To do.
Retype the entries exactly, keeping every line intact.

Saved entries

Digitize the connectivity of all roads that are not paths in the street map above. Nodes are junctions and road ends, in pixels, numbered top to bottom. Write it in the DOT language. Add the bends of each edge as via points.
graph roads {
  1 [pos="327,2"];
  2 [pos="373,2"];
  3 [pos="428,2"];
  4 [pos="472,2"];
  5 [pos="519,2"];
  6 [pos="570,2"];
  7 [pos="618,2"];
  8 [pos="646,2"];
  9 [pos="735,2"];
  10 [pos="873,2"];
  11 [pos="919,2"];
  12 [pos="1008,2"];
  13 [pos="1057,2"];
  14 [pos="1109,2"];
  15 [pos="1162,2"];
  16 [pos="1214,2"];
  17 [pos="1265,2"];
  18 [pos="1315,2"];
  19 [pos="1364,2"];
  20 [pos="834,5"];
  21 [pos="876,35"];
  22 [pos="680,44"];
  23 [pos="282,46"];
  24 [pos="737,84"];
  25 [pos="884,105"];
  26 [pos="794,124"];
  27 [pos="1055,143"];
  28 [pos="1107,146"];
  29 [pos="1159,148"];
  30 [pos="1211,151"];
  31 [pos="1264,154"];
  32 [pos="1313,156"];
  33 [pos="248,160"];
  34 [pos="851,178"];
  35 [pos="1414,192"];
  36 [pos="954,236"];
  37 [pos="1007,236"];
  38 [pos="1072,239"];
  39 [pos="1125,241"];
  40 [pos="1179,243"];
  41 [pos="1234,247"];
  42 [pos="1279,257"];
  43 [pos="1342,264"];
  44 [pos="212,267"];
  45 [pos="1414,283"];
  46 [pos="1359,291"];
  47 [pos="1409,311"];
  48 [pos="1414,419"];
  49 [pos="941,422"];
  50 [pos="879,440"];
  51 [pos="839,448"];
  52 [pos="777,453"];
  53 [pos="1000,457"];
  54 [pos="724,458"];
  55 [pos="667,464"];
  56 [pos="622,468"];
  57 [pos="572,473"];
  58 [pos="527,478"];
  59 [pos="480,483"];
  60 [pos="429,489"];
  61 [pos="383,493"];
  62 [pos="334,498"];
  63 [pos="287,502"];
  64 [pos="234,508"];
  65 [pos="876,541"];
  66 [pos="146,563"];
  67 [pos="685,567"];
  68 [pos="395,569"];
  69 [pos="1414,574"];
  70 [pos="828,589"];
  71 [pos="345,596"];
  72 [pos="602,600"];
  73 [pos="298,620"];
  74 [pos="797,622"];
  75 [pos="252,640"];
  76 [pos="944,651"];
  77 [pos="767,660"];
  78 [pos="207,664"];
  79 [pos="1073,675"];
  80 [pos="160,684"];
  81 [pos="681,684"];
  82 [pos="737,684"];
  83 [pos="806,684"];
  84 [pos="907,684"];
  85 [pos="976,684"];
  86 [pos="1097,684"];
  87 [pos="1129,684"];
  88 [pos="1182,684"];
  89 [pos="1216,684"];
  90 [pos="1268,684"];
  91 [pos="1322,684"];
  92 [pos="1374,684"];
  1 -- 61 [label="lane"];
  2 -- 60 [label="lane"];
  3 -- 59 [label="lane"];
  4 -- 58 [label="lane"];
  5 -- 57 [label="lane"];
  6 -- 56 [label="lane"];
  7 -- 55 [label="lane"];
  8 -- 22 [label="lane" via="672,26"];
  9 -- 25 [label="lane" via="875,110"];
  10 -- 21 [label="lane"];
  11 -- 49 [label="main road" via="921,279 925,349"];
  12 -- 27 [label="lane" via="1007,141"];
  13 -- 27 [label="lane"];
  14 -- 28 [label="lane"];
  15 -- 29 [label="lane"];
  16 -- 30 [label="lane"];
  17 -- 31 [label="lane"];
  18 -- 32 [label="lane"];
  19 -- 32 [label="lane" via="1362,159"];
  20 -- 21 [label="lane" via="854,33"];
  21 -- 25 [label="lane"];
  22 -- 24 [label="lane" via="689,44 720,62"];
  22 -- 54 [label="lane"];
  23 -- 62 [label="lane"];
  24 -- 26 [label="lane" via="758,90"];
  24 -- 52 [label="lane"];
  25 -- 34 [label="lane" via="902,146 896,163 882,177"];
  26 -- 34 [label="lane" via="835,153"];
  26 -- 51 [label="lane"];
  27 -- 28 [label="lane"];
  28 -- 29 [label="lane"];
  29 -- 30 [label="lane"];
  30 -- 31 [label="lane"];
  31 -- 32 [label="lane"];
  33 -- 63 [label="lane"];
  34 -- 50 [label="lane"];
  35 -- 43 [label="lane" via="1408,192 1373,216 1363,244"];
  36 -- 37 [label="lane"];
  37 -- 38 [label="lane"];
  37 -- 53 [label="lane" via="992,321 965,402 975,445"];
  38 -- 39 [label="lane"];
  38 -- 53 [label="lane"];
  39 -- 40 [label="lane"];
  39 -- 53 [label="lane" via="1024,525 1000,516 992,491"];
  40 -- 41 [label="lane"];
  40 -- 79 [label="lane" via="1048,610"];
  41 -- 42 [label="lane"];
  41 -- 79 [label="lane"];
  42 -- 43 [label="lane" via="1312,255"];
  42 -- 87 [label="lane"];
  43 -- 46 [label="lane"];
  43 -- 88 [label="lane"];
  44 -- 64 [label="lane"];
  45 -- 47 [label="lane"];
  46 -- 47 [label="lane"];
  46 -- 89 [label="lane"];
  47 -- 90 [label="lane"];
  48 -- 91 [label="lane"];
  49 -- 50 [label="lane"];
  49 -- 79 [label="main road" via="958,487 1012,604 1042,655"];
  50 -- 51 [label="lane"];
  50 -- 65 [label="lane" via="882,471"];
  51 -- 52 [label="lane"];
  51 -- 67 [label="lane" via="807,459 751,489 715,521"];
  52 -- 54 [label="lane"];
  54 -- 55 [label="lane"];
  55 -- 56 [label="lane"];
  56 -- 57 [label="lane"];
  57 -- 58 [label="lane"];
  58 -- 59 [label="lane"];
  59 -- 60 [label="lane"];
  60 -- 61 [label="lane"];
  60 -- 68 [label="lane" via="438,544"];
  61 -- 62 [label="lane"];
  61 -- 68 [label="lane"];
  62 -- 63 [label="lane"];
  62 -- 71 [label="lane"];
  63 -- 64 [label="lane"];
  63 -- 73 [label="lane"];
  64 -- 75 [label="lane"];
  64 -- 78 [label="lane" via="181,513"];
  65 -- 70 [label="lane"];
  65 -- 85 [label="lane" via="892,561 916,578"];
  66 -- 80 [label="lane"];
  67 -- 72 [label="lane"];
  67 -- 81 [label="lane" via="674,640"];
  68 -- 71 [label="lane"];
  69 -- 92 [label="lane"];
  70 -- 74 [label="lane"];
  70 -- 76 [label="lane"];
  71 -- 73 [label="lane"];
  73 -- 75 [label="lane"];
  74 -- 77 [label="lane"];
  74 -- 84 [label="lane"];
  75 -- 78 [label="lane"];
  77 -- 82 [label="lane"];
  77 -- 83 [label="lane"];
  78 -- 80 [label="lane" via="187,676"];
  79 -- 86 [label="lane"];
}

Written response.
Digitize the connectivity of all roads that are not paths in the street map above. Nodes are junctions and road ends, in pixels, numbered top to bottom. Write it in the DOT language. Add the bends of each edge as via points.
graph roads {
  1 [pos="327,2"];
  2 [pos="373,2"];
  3 [pos="428,2"];
  4 [pos="472,2"];
  5 [pos="519,2"];
  6 [pos="570,2"];
  7 [pos="618,2"];
  8 [pos="646,2"];
  9 [pos="735,2"];
  10 [pos="873,2"];
  11 [pos="919,2"];
  12 [pos="1008,2"];
  13 [pos="1057,2"];
  14 [pos="1109,2"];
  15 [pos="1162,2"];
  16 [pos="1214,2"];
  17 [pos="1265,2"];
  18 [pos="1315,2"];
  19 [pos="1364,2"];
  20 [pos="834,5"];
  21 [pos="876,35"];
  22 [pos="680,44"];
  23 [pos="282,46"];
  24 [pos="737,84"];
  25 [pos="884,105"];
  26 [pos="794,124"];
  27 [pos="1055,143"];
  28 [pos="1107,146"];
  29 [pos="1159,148"];
  30 [pos="1211,151"];
  31 [pos="1264,154"];
  32 [pos="1313,156"];
  33 [pos="248,160"];
  34 [pos="851,178"];
  35 [pos="1414,192"];
  36 [pos="954,236"];
  37 [pos="1007,236"];
  38 [pos="1072,239"];
  39 [pos="1125,241"];
  40 [pos="1179,243"];
  41 [pos="1234,247"];
  42 [pos="1279,257"];
  43 [pos="1342,264"];
  44 [pos="212,267"];
  45 [pos="1414,283"];
  46 [pos="1359,291"];
  47 [pos="1409,311"];
  48 [pos="1414,419"];
  49 [pos="941,422"];
  50 [pos="879,440"];
  51 [pos="839,448"];
  52 [pos="777,453"];
  53 [pos="1000,457"];
  54 [pos="724,458"];
  55 [pos="667,464"];
  56 [pos="622,468"];
  57 [pos="572,473"];
  58 [pos="527,478"];
  59 [pos="480,483"];
  60 [pos="429,489"];
  61 [pos="383,493"];
  62 [pos="334,498"];
  63 [pos="287,502"];
  64 [pos="234,508"];
  65 [pos="876,541"];
  66 [pos="146,563"];
  67 [pos="685,567"];
  68 [pos="395,569"];
  69 [pos="1414,574"];
  70 [pos="828,589"];
  71 [pos="345,596"];
  72 [pos="602,600"];
  73 [pos="298,620"];
  74 [pos="797,622"];
  75 [pos="252,640"];
  76 [pos="944,651"];
  77 [pos="767,660"];
  78 [pos="207,664"];
  79 [pos="1073,675"];
  80 [pos="160,684"];
  81 [pos="681,684"];
  82 [pos="737,684"];
  83 [pos="806,684"];
  84 [pos="907,684"];
  85 [pos="976,684"];
  86 [pos="1097,684"];
  87 [pos="1129,684"];
  88 [pos="1182,684"];
  89 [pos="1216,684"];
  90 [pos="1268,684"];
  91 [pos="1322,684"];
  92 [pos="1374,684"];
  1 -- 61 [label="lane"];
  2 -- 60 [label="lane"];
  3 -- 59 [label="lane"];
  4 -- 58 [label="lane"];
  5 -- 57 [label="lane"];
  6 -- 56 [label="lane"];
  7 -- 55 [label="lane"];
  8 -- 22 [label="lane" via="672,26"];
  9 -- 25 [label="lane" via="875,110"];
  10 -- 21 [label="lane"];
  11 -- 49 [label="main road" via="921,279 925,349"];
  12 -- 27 [label="lane" via="1007,141"];
  13 -- 27 [label="lane"];
  14 -- 28 [label="lane"];
  15 -- 29 [label="lane"];
  16 -- 30 [label="lane"];
  17 -- 31 [label="lane"];
  18 -- 32 [label="lane"];
  19 -- 32 [label="lane" via="1362,159"];
  20 -- 21 [label="lane" via="854,33"];
  21 -- 25 [label="lane"];
  22 -- 24 [label="lane" via="689,44 720,62"];
  22 -- 54 [label="lane"];
  23 -- 62 [label="lane"];
  24 -- 26 [label="lane" via="758,90"];
  24 -- 52 [label="lane"];
  25 -- 34 [label="lane" via="902,146 896,163 882,177"];
  26 -- 34 [label="lane" via="835,153"];
  26 -- 51 [label="lane"];
  27 -- 28 [label="lane"];
  28 -- 29 [label="lane"];
  29 -- 30 [label="lane"];
  30 -- 31 [label="lane"];
  31 -- 32 [label="lane"];
  33 -- 63 [label="lane"];
  34 -- 50 [label="lane"];
  35 -- 43 [label="lane" via="1408,192 1373,216 1363,244"];
  36 -- 37 [label="lane"];
  37 -- 38 [label="lane"];
  37 -- 53 [label="lane" via="992,321 965,402 975,445"];
  38 -- 39 [label="lane"];
  38 -- 53 [label="lane"];
  39 -- 40 [label="lane"];
  39 -- 53 [label="lane" via="1024,525 1000,516 992,491"];
  40 -- 41 [label="lane"];
  40 -- 79 [label="lane" via="1048,610"];
  41 -- 42 [label="lane"];
  41 -- 79 [label="lane"];
  42 -- 43 [label="lane" via="1312,255"];
  42 -- 87 [label="lane"];
  43 -- 46 [label="lane"];
  43 -- 88 [label="lane"];
  44 -- 64 [label="lane"];
  45 -- 47 [label="lane"];
  46 -- 47 [label="lane"];
  46 -- 89 [label="lane"];
  47 -- 90 [label="lane"];
  48 -- 91 [label="lane"];
  49 -- 50 [label="lane"];
  49 -- 79 [label="main road" via="958,487 1012,604 1042,655"];
  50 -- 51 [label="lane"];
  50 -- 65 [label="lane" via="882,471"];
  51 -- 52 [label="lane"];
  51 -- 67 [label="lane" via="807,459 751,489 715,521"];
  52 -- 54 [label="lane"];
  54 -- 55 [label="lane"];
  55 -- 56 [label="lane"];
  56 -- 57 [label="lane"];
  57 -- 58 [label="lane"];
  58 -- 59 [label="lane"];
  59 -- 60 [label="lane"];
  60 -- 61 [label="lane"];
  60 -- 68 [label="lane" via="438,544"];
  61 -- 62 [label="lane"];
  61 -- 68 [label="lane"];
  62 -- 63 [label="lane"];
  62 -- 71 [label="lane"];
  63 -- 64 [label="lane"];
  63 -- 73 [label="lane"];
  64 -- 75 [label="lane"];
  64 -- 78 [label="lane" via="181,513"];
  65 -- 70 [label="lane"];
  65 -- 85 [label="lane" via="892,561 916,578"];
  66 -- 80 [label="lane"];
  67 -- 72 [label="lane"];
  67 -- 81 [label="lane" via="674,640"];
  68 -- 71 [label="lane"];
  69 -- 92 [label="lane"];
  70 -- 74 [label="lane"];
  70 -- 76 [label="lane"];
  71 -- 73 [label="lane"];
  73 -- 75 [label="lane"];
  74 -- 77 [label="lane"];
  74 -- 84 [label="lane"];
  75 -- 78 [label="lane"];
  77 -- 82 [label="lane"];
  77 -- 83 [label="lane"];
  78 -- 80 [label="lane" via="187,676"];
  79 -- 86 [label="lane"];
}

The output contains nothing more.